Dorothy de Rothschild também fundou a Yad Hanadiv, uma fundação filantrópica que financiou a construção dos edifícios do Knesset (Parlamento), do Supremo Tribunal e, mais recentemente, da Biblioteca Nacional de Israel.

Jacob de Rothschild chefiou essa fundação nas últimas décadas, que sob sua direção também dedicou esforços a iniciativas educacionais e ambientais, bem como à promoção da igualdade de oportunidades para a minoria árabe em Israel.

“Os Rothschilds ainda são muito reverenciados em Israel, são extremamente importantes. Foram vistos como um dos principais financiadores do movimento sionista”, disse Mike Rothschild à BBC Mundo.

Mas Mike destaca que nem todos os familiares estavam unidos em torno da ideia sionista.

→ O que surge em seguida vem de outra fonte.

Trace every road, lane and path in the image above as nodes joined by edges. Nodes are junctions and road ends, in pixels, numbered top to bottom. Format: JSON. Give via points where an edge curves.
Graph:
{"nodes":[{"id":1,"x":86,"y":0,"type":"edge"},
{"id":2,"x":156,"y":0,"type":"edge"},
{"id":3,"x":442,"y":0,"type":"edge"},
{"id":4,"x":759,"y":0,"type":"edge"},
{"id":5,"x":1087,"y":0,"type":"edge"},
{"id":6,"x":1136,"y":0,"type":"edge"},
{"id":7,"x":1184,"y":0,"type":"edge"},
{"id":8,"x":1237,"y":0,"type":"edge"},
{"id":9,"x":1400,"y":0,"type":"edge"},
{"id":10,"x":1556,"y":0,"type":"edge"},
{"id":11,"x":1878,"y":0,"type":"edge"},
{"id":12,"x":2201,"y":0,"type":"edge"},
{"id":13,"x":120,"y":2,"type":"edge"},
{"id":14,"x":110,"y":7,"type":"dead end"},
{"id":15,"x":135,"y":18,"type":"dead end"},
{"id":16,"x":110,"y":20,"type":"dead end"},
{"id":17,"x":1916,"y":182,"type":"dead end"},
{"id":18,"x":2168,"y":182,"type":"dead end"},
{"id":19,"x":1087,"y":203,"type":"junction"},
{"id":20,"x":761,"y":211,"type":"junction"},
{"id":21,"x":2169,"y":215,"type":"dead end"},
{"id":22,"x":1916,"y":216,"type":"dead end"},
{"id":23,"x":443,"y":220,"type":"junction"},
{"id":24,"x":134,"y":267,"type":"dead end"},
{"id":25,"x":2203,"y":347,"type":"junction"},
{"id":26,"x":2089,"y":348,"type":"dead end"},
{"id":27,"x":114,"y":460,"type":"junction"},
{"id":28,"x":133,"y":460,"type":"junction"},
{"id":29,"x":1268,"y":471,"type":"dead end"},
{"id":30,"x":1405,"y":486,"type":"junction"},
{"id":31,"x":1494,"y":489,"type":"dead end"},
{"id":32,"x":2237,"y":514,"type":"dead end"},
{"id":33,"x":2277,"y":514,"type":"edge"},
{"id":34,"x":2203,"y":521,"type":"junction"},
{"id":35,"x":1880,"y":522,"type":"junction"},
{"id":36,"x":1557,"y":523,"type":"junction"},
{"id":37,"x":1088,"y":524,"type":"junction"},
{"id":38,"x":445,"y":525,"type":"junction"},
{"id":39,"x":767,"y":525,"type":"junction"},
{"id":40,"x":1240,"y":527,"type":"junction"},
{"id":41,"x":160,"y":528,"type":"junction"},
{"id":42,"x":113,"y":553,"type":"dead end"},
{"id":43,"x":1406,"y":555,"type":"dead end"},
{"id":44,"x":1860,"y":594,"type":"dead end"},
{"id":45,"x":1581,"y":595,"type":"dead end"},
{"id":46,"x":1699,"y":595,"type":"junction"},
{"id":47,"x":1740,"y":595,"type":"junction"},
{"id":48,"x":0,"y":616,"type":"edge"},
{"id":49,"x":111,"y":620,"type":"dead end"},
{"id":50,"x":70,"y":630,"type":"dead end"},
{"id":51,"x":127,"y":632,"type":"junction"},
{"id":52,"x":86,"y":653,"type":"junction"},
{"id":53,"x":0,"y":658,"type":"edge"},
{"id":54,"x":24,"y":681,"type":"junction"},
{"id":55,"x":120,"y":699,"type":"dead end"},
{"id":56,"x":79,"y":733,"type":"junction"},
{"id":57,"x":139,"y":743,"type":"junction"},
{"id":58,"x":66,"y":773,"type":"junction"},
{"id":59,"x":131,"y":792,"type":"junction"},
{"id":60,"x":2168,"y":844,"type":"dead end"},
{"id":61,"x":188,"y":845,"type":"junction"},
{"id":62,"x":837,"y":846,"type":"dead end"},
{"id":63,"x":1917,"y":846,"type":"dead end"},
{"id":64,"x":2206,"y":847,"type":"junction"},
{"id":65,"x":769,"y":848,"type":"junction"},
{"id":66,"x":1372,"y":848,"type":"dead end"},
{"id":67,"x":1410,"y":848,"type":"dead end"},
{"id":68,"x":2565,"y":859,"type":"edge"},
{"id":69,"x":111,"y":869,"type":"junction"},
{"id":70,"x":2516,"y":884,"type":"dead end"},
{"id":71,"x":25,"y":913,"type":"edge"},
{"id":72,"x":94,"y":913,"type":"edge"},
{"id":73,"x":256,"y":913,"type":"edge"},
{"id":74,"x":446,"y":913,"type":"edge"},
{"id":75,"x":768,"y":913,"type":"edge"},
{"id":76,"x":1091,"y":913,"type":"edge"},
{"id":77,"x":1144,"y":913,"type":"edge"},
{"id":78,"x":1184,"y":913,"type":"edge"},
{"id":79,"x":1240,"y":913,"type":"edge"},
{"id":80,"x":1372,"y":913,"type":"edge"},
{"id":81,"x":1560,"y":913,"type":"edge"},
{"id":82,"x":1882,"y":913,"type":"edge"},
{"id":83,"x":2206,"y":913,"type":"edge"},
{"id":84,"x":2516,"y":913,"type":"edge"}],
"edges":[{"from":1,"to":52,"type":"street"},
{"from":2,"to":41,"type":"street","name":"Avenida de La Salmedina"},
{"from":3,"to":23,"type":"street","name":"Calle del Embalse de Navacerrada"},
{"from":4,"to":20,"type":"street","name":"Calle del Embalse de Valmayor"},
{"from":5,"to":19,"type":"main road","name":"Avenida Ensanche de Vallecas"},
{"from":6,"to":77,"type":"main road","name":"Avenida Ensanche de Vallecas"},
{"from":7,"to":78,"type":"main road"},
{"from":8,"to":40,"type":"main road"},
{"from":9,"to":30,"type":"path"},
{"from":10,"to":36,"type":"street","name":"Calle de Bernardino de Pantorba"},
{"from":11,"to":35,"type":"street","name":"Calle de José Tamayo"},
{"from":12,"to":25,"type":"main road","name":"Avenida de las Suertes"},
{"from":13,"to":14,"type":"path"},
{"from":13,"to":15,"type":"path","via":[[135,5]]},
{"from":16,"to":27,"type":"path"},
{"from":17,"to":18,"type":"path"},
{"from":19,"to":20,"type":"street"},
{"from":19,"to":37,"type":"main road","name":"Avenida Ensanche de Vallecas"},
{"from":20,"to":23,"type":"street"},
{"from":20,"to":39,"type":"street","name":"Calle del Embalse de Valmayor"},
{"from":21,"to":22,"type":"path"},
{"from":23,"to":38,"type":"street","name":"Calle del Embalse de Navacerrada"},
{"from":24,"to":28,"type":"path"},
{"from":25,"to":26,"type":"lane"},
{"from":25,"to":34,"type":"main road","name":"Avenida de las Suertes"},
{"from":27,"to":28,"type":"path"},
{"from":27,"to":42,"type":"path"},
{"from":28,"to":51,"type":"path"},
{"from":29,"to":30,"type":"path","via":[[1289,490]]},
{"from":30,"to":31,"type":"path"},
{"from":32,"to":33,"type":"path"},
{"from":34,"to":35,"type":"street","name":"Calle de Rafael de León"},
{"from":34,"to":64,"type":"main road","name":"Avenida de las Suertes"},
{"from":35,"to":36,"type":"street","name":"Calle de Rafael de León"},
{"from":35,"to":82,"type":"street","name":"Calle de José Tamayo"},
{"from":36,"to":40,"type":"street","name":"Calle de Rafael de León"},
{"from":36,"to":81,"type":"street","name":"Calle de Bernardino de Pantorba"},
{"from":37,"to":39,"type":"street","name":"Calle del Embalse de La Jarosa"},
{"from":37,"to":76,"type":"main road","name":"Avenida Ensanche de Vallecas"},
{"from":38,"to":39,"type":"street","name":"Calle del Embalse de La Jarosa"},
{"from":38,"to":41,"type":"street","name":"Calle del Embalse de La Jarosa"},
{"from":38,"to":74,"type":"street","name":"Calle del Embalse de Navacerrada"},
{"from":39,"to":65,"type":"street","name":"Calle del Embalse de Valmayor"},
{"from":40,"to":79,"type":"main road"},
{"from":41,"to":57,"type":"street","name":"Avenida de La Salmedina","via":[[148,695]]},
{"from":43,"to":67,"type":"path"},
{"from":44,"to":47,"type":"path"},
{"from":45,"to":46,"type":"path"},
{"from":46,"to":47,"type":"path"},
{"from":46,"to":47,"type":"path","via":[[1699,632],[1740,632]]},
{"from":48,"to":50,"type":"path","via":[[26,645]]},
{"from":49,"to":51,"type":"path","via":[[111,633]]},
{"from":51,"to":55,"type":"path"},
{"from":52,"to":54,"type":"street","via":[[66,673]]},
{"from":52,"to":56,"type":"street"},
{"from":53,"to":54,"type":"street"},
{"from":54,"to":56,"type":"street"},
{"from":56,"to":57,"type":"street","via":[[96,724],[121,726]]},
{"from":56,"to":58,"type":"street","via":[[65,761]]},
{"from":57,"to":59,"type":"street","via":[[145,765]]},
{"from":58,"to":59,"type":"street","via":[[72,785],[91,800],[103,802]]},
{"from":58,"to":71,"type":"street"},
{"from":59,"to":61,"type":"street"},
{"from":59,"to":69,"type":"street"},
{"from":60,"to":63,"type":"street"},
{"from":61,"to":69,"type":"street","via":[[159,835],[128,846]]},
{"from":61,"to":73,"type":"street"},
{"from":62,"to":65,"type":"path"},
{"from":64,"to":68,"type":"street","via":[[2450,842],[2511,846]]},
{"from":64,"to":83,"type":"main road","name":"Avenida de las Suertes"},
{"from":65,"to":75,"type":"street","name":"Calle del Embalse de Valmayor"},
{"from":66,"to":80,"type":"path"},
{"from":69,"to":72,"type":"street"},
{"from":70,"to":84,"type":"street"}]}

“Enquanto alguns Rothschilds eram extremamente devotos da fundação do Estado de Israel, outros eram, na verdade, bastante contra”, observa.

Após a Primeira Guerra Mundial, o poder e a riqueza dos Rothschilds começaram a declinar e, embora continuassem a ser uma família rica e poderosa, já não tinham o nível de relevância de outros tempos.

Apesar disso, continuaram a ser objeto de mitos e teorias da conspiração. Por quê?

“Os Rothschild seguem despertando tanto interesse porque continuam sendo uma das famílias judias mais conhecidas no Ocidente, e as teorias da conspiração e o anti-semitismo andam absolutamente de mãos dadas”, diz Mike Rothschild.

"As teorias da conspiração geralmente têm algum tipo de elemento antissemita, particularmente algum elemento sobre quem controla a conspiração, quem a financia.

“Muitos daqueles que acreditam em teorias da conspiração tendem a pensar que são os judeus que as criam. E quando se fala de judeus, é muito fácil encontrar o judeu mais conhecido e mais rico”, conclui.